→ DATA PROVIDED:
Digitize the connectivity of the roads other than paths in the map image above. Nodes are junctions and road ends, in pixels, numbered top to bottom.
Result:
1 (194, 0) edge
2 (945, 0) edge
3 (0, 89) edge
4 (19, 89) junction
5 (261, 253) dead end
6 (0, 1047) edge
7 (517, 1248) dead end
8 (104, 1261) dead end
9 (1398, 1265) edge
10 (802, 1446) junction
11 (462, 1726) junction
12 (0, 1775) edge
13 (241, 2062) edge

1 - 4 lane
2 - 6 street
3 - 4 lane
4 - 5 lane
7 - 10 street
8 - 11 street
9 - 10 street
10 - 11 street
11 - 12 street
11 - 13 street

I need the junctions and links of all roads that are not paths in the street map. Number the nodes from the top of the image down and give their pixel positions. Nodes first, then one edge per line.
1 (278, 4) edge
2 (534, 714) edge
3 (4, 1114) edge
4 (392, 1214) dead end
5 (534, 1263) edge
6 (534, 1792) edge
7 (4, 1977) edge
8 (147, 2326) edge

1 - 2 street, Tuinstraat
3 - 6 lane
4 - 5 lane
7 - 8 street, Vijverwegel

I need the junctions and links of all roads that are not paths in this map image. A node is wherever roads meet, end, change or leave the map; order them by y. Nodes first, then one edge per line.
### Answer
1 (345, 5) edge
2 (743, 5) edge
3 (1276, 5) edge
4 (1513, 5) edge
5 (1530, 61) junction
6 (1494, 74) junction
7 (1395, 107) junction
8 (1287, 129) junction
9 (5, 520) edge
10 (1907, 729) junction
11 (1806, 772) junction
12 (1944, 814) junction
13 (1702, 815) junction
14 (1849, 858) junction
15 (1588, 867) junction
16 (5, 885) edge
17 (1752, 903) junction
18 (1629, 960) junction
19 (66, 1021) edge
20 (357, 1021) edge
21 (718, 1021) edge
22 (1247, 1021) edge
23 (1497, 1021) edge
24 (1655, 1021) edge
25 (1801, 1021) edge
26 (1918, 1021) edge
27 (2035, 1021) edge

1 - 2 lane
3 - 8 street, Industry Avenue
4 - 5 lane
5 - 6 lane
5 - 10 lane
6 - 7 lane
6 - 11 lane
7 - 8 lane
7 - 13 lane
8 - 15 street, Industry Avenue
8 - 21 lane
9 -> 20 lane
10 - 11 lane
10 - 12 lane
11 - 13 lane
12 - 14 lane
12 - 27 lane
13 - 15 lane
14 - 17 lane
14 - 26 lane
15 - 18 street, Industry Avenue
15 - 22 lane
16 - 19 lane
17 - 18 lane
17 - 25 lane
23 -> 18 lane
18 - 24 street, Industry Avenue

→ INSTRUCTIONS FOR THE TASK: Restate the records above verbatim, omitting no line.

→ ANSWER TO THIS TASK:
Digitize the connectivity of the roads other than paths in the map image above. Nodes are junctions and road ends, in pixels, numbered top to bottom.
Result:
1 (194, 0) edge
2 (945, 0) edge
3 (0, 89) edge
4 (19, 89) junction
5 (261, 253) dead end
6 (0, 1047) edge
7 (517, 1248) dead end
8 (104, 1261) dead end
9 (1398, 1265) edge
10 (802, 1446) junction
11 (462, 1726) junction
12 (0, 1775) edge
13 (241, 2062) edge

1 - 4 lane
2 - 6 street
3 - 4 lane
4 - 5 lane
7 - 10 street
8 - 11 street
9 - 10 street
10 - 11 street
11 - 12 street
11 - 13 street

I need the junctions and links of all roads that are not paths in the street map. Number the nodes from the top of the image down and give their pixel positions. Nodes first, then one edge per line.
1 (278, 4) edge
2 (534, 714) edge
3 (4, 1114) edge
4 (392, 1214) dead end
5 (534, 1263) edge
6 (534, 1792) edge
7 (4, 1977) edge
8 (147, 2326) edge

1 - 2 street, Tuinstraat
3 - 6 lane
4 - 5 lane
7 - 8 street, Vijverwegel

I need the junctions and links of all roads that are not paths in this map image. A node is wherever roads meet, end, change or leave the map; order them by y. Nodes first, then one edge per line.
### Answer
1 (345, 5) edge
2 (743, 5) edge
3 (1276, 5) edge
4 (1513, 5) edge
5 (1530, 61) junction
6 (1494, 74) junction
7 (1395, 107) junction
8 (1287, 129) junction
9 (5, 520) edge
10 (1907, 729) junction
11 (1806, 772) junction
12 (1944, 814) junction
13 (1702, 815) junction
14 (1849, 858) junction
15 (1588, 867) junction
16 (5, 885) edge
17 (1752, 903) junction
18 (1629, 960) junction
19 (66, 1021) edge
20 (357, 1021) edge
21 (718, 1021) edge
22 (1247, 1021) edge
23 (1497, 1021) edge
24 (1655, 1021) edge
25 (1801, 1021) edge
26 (1918, 1021) edge
27 (2035, 1021) edge

1 - 2 lane
3 - 8 street, Industry Avenue
4 - 5 lane
5 - 6 lane
5 - 10 lane
6 - 7 lane
6 - 11 lane
7 - 8 lane
7 - 13 lane
8 - 15 street, Industry Avenue
8 - 21 lane
9 -> 20 lane
10 - 11 lane
10 - 12 lane
11 - 13 lane
12 - 14 lane
12 - 27 lane
13 - 15 lane
14 - 17 lane
14 - 26 lane
15 - 18 street, Industry Avenue
15 - 22 lane
16 - 19 lane
17 - 18 lane
17 - 25 lane
23 -> 18 lane
18 - 24 street, Industry Avenue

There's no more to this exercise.